This exercise teaches how to read documents that depend heavily on images for their effect. It focuses on advertising in the 1920s, an important period in the development of modern advertising.
Advertising has a long history in the US, but professional "Ad agencies" don't appear till the late nineteenth century. The first agencies concentrated heavily on patent medicines, an unregulated field in which manufacturers made elaborate claims. The example on the left is from 1898. It claims a wide variety of cures thanks to its unexplained "extract." The ad is calculated to catch the eye, with its headline, but spends most of its space listing the product's virtues and warning against counterfeits.
Besides capitalizing on worries about health, ad agencies early on recognized that people were anxious about social status--about appearing prosperous or comfortable, wealthy and "up to date. The ad below, also for "Pond's Extract," comes from 1915. By then, it had become easier (and cheaper) to include illustrations in mass advertisements.
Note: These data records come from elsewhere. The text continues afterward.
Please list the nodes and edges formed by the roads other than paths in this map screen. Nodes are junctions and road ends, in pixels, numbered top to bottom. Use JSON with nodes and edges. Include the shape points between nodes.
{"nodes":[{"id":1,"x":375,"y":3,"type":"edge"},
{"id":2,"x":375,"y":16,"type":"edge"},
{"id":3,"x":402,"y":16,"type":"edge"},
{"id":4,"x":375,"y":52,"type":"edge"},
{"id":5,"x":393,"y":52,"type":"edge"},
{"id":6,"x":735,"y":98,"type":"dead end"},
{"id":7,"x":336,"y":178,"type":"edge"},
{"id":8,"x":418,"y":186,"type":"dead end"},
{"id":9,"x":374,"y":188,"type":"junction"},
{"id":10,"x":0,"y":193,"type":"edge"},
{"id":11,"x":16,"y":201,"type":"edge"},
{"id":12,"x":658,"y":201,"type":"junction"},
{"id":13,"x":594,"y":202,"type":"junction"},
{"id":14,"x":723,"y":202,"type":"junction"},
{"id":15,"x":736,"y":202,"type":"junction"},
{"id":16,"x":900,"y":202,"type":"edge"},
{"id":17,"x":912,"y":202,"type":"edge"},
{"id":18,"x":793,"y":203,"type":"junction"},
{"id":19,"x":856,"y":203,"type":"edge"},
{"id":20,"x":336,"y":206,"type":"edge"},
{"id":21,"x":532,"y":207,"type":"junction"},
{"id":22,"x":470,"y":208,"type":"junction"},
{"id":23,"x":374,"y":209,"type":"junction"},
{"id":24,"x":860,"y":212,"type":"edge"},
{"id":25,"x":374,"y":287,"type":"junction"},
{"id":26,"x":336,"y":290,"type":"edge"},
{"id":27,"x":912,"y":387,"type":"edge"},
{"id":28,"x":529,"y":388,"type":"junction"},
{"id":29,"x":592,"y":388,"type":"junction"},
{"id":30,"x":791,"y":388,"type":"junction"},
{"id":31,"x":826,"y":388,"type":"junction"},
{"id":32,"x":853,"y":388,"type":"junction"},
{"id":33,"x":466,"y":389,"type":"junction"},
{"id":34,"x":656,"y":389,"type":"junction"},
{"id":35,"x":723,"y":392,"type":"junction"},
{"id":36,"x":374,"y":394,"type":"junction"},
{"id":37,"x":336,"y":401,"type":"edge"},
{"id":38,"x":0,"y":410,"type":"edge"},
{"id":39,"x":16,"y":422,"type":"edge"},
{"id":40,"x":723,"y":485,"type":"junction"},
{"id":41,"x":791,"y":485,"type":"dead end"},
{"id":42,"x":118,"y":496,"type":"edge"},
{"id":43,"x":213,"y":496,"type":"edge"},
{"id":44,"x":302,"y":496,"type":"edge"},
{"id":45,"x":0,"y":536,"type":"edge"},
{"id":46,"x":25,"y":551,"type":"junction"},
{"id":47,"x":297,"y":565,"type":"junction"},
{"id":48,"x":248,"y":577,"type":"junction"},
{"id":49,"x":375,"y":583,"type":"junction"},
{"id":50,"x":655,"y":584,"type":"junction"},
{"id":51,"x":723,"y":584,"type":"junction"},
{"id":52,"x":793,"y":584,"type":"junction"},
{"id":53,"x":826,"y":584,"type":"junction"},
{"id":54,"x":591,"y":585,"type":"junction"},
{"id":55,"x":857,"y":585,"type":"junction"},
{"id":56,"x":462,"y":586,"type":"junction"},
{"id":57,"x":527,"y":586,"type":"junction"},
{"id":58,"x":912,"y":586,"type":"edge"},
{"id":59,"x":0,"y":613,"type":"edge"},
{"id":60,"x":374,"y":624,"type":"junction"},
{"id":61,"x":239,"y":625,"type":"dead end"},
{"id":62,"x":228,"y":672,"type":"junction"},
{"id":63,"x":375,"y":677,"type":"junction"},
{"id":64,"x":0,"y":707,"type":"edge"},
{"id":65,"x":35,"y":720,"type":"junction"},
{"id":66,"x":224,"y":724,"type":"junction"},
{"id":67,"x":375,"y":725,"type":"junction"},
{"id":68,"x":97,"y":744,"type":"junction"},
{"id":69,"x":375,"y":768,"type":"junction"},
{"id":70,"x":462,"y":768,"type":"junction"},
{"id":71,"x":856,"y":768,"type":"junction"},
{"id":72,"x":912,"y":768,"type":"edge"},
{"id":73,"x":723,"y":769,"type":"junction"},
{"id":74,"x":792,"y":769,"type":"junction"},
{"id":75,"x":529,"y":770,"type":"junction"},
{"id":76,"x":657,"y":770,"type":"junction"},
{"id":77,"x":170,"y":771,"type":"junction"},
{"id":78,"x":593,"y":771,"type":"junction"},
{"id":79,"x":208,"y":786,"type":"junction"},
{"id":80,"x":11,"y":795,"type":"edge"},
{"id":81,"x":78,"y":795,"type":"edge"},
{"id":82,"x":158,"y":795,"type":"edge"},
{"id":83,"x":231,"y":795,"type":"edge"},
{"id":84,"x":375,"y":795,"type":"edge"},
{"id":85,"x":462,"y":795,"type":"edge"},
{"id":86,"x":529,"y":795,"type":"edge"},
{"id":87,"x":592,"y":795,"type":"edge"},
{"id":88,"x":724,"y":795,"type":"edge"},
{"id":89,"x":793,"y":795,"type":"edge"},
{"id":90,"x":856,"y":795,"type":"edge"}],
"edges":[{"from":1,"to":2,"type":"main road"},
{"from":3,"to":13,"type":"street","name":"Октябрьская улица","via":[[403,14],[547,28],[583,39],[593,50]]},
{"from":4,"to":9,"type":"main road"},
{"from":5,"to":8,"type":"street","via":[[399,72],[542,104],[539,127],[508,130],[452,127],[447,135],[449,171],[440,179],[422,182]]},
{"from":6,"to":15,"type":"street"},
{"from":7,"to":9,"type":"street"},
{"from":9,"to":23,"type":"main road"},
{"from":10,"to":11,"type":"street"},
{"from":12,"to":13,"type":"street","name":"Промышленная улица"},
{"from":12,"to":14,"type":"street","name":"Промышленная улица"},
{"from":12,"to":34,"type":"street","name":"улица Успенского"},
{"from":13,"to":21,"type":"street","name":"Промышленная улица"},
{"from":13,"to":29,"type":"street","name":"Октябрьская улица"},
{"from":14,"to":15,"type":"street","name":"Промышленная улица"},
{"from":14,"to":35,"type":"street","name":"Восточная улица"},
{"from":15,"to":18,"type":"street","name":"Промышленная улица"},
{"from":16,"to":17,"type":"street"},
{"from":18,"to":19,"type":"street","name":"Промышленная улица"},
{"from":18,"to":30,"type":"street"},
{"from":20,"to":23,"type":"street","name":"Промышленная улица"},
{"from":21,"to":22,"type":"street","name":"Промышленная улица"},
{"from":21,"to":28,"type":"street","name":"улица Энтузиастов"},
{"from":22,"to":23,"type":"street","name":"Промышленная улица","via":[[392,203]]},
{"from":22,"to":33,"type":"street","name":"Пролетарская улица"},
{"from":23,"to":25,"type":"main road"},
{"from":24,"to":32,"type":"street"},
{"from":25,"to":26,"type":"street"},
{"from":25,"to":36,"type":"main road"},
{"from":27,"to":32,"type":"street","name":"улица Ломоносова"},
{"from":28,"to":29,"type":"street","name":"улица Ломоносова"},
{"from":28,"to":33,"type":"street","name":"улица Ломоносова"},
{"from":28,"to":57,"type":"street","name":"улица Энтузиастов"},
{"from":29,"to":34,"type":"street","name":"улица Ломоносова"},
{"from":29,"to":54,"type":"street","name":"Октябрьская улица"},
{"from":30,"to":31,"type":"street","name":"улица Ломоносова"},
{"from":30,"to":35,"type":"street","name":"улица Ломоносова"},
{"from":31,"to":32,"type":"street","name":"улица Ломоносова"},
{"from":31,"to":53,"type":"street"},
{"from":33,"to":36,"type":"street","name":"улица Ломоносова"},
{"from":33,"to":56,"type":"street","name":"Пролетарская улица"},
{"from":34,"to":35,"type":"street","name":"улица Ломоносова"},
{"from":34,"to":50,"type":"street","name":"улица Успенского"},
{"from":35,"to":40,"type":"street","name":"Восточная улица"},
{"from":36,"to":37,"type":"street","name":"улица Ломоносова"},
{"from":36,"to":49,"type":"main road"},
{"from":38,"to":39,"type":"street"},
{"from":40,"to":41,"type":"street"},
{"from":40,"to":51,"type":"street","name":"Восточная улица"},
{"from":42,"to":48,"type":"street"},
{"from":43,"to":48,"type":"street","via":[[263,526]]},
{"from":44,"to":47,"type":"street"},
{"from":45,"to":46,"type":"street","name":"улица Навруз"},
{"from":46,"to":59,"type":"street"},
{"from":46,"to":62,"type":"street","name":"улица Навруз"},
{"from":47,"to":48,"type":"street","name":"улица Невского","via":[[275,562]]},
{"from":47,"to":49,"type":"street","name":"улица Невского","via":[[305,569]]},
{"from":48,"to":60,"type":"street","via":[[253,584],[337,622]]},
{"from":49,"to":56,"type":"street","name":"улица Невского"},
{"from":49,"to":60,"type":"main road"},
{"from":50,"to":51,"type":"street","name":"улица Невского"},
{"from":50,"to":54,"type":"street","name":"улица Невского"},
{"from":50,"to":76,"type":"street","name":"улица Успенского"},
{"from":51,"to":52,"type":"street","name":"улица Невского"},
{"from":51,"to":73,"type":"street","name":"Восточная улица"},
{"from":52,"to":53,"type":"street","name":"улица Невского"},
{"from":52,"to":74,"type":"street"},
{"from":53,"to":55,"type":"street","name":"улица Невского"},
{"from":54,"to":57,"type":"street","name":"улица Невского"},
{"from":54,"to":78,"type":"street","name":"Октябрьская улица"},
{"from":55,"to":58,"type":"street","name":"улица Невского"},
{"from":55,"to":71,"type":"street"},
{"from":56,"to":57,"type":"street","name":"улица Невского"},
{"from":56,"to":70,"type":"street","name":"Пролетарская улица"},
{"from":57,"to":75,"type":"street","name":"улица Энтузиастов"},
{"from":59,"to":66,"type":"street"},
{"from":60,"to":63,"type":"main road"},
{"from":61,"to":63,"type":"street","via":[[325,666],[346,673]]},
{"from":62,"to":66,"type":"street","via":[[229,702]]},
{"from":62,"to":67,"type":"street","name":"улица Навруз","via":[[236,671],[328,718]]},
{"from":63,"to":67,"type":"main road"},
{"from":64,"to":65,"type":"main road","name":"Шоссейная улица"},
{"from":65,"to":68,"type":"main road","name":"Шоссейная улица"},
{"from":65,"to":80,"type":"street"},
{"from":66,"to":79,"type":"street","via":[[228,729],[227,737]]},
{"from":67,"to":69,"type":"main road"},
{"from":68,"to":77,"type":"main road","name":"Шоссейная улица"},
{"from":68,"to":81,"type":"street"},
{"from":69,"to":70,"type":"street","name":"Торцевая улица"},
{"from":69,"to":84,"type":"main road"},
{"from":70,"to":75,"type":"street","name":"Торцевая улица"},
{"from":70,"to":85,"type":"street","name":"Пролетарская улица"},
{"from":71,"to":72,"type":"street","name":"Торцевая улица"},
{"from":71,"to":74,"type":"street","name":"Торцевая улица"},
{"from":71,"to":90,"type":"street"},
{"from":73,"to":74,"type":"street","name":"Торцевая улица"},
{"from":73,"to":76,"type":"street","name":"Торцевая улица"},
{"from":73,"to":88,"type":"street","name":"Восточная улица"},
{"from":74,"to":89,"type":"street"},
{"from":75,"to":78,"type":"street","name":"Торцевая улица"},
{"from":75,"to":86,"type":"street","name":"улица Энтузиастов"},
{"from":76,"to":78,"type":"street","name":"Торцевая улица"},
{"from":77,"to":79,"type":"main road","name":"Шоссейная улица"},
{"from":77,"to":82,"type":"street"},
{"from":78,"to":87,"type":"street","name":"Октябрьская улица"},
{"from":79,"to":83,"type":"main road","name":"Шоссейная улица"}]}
Understanding Advertising: Decoding an Ad's Appeal
Any ad you see has been through an extremely elaborate production process. Initially conceived by one person or a team or people, it has been assembled by a variety of experts—artists, graphic designers, typographers; copy writers and editors, printers, all of whom contribute to the team's efforts. Ads are expensive to produce, and expensive to run, so there is nothing "accidental" in an ad—it is never "just a picture." There is too much money at stake for that attitude.